A Lesson for CEOs:
The pioneer of the supermarket concept founded in 1859 is joining the junk pile of brands that were. After functioning as a mail-order tea business known as the Great Atlantic & Pacific Tea Company for over fifty years, management opened their first supermarket in Jersey City in 1912.
Then the company became known as the familiar A&P brand, and grew rapidly opening nearly a store a day during the era of the first World War. By the mid-1930s A&P had opened 16,000 stores. The early focus on having their stores in major cities gave their competitors the opportunity to concentrate on the suburbs surrounding the cities.
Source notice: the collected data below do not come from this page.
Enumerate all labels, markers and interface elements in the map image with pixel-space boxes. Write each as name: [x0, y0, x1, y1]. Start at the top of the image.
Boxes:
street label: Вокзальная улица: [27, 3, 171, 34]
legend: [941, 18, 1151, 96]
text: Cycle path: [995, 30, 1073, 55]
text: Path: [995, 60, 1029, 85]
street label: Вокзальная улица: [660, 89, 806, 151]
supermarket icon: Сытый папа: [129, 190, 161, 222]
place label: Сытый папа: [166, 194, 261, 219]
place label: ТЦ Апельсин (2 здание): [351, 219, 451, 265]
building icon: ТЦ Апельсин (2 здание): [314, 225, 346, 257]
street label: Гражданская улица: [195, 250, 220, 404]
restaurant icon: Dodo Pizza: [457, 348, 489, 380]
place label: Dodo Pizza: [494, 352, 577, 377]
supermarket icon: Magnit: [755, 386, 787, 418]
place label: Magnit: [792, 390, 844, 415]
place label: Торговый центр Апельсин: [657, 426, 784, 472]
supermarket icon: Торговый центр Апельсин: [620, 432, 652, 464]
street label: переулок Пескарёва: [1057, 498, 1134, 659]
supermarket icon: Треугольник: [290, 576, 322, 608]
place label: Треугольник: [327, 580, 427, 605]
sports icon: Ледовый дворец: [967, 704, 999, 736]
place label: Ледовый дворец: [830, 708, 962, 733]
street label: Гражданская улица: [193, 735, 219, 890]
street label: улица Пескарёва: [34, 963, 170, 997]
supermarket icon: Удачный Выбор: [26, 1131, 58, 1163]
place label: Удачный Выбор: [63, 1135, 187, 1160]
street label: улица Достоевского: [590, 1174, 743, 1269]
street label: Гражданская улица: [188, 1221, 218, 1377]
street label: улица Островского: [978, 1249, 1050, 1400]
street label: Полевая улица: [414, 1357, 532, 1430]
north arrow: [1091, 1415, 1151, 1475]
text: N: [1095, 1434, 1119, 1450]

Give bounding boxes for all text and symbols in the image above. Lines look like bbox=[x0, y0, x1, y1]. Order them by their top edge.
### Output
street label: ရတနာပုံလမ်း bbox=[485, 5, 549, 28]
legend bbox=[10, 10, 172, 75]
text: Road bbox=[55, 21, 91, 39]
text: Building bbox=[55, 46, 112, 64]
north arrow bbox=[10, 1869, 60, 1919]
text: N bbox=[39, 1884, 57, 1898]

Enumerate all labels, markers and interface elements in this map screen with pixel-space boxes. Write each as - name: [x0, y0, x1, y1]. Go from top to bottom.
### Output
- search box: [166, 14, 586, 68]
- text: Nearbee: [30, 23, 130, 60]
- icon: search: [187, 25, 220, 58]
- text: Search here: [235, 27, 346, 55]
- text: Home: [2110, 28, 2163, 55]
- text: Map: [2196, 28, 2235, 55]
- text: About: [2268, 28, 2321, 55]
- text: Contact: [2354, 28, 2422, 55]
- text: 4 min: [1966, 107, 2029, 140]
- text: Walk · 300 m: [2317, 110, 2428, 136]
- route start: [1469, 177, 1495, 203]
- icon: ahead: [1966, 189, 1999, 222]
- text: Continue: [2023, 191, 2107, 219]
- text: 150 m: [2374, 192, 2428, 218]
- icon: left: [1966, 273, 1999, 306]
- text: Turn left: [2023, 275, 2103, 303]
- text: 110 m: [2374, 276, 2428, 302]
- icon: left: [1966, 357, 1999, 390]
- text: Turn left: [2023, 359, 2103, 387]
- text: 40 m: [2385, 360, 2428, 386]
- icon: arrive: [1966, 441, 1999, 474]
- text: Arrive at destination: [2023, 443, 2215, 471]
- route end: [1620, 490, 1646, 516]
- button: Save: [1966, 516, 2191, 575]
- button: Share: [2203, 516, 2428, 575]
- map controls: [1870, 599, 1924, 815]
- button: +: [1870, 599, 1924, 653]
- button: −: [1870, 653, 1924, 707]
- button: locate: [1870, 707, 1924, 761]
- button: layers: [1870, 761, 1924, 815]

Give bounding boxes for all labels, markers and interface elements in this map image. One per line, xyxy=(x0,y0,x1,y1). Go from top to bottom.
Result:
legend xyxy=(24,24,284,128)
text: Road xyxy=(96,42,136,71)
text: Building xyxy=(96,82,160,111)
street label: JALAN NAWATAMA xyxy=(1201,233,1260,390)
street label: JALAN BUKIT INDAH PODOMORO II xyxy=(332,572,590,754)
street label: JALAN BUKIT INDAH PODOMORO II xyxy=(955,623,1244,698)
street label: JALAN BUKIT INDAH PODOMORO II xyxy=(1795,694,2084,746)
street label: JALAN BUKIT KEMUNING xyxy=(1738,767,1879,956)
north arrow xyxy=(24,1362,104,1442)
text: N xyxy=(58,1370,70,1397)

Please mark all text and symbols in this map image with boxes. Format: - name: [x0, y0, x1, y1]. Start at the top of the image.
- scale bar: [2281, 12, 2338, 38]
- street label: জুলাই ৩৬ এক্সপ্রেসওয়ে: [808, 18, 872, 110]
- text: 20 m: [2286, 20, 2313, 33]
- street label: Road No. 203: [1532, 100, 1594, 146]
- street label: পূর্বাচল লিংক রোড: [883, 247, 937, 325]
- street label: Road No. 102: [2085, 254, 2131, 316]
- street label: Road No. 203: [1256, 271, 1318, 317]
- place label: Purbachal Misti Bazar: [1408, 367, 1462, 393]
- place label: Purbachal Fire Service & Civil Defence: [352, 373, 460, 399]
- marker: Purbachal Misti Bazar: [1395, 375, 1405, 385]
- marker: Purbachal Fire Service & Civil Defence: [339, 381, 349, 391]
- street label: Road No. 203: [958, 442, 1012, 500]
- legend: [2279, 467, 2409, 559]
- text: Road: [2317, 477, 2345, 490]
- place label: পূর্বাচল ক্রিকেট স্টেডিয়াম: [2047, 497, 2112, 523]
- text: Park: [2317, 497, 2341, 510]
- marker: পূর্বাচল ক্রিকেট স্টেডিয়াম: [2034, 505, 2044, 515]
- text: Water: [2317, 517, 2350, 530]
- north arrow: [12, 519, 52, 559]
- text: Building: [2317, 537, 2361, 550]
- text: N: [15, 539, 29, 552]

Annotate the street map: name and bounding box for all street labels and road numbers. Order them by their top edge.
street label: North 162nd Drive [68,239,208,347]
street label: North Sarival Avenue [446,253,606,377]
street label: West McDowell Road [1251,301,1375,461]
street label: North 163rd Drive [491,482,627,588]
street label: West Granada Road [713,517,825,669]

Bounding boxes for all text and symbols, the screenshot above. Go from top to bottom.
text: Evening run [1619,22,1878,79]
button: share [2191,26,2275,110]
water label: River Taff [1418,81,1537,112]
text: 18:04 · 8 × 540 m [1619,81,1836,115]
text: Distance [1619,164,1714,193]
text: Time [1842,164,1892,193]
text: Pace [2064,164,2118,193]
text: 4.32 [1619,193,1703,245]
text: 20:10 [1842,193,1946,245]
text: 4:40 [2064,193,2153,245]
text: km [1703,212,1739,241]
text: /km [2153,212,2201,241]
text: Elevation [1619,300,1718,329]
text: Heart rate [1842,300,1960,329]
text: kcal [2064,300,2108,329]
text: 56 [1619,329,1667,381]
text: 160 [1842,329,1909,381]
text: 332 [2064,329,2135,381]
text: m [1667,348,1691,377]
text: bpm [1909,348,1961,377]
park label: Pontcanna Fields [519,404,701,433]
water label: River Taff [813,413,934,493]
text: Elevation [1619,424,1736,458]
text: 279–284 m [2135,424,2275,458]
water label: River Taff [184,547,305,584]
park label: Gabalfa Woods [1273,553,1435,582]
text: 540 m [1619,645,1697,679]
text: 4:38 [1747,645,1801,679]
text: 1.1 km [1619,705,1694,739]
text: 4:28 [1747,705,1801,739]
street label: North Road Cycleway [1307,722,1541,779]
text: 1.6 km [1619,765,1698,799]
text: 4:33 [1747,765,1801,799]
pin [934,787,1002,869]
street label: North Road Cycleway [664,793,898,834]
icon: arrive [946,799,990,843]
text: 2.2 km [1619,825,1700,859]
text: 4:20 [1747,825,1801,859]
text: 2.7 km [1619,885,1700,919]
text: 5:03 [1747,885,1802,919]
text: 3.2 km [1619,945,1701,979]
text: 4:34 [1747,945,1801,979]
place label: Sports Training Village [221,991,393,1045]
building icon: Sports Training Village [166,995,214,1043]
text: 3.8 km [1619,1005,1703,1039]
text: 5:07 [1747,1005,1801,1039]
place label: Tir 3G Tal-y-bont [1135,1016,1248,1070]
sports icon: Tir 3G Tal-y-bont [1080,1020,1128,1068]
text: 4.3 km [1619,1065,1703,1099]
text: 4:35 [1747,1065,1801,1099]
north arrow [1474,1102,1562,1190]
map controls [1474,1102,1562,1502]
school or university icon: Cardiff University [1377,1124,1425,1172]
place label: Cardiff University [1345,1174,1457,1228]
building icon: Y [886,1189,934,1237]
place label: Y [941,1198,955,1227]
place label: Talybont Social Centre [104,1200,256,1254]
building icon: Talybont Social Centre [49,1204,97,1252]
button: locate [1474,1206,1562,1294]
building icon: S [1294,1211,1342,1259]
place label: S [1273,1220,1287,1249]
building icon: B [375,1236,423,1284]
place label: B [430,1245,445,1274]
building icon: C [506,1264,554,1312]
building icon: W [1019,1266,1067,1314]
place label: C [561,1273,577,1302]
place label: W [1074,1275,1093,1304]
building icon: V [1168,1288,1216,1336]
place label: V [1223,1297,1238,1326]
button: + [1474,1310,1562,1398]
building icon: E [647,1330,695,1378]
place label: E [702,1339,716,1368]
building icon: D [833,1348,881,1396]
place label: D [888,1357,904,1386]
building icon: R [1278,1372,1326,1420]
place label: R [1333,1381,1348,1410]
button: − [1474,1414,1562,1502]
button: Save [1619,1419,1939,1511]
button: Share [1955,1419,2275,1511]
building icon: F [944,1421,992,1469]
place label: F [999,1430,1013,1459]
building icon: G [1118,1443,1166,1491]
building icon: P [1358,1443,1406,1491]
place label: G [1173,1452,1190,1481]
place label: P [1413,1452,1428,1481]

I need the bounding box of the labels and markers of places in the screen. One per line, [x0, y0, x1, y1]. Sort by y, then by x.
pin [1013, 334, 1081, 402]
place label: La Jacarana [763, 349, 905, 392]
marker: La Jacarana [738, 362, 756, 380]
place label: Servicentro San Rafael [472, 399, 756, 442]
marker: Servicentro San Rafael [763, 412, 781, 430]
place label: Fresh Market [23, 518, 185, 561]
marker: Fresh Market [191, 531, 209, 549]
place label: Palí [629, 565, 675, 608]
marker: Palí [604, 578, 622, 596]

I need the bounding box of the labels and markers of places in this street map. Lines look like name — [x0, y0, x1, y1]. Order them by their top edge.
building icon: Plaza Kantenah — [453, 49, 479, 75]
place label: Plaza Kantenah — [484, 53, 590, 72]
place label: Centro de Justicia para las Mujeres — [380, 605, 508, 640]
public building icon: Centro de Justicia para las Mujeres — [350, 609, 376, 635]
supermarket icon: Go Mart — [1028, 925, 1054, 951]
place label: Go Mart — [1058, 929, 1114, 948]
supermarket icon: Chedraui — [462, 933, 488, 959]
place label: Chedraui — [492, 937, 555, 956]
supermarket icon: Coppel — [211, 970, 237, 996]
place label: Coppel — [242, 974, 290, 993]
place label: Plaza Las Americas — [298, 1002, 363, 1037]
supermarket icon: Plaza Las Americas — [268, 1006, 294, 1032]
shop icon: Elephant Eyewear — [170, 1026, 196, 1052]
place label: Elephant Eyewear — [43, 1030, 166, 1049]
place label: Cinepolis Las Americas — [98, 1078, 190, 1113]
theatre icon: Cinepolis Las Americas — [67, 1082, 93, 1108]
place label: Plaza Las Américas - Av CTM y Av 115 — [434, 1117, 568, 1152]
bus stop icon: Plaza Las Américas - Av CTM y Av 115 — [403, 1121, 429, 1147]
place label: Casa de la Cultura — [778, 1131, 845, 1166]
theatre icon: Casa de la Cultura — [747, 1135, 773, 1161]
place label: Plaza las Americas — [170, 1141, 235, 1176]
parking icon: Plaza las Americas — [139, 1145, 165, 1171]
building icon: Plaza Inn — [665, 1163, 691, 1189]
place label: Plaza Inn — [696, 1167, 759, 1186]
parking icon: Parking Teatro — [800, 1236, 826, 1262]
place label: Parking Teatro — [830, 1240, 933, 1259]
When A&P finally decided to expand into the suburbs it was with too little and too late, a familiar faux pas made by professional managers of mature companies. In addition, A&P stuck to their old familiar model while their traditional customers were seeking bigger stores with better prices. By the time A&P management woke up and tried to emulate a variety of nontraditional new competitors like Target and Walmart, and others like Stop & Shop and ShopRite; again it was with too little too late.
More recently, these competitors have stepped up their game and with aggressive pricing and better advertising and promotions, and have gradually attracted more and more A&P customers. It has been estimated that between 2008 and 2014 A&Ps share of market was reduced by nearly 50%.
This prompted their first bankruptcy filing in 2010 allowing for an even greater loss of customers while management struggled to reorganize. During this period there was also a host of new "specialty" supermarket brands that entered the market concentrating on a variety of changing consumer tastes that each nibbled away their own share of A&P customers. Like Whole Foods, Trader Joe’s, Fairway, and others.
When the company emerged from the bankruptcy reorganization in 2012 it was already too late, even with a new cash infusion of $93 million. Their competitors were opening more and more new locations with advances in technology incorporated into their new customer friendly store layouts.
During the first six months of 2012 A&P was losing nearly $28 million a month, and from February 2014 through February of this year the company has lost more than $300 million.
What are the lessons here?
First and foremost: If the customer gets to the future before you do – they will leave you behind. You are in the customer business, no matter what you are selling.
- Competitive analysis – who was watching who? Like with many other industries you are not alone. Most changes are easy to see, but only if you are looking.
- What was the plan? Without a religious devotion to strategic planning it is easy to be left behind.
- What were the key performance indicators and who was policing them?
- Bureaucracy is an inevitable byproduct of early growth and success. Once management takes on a feeling of entitlement the end isn’t too far away.
Question is: What are you doing to watch the three most important factors in your business – Customers, Competitors, and Trends?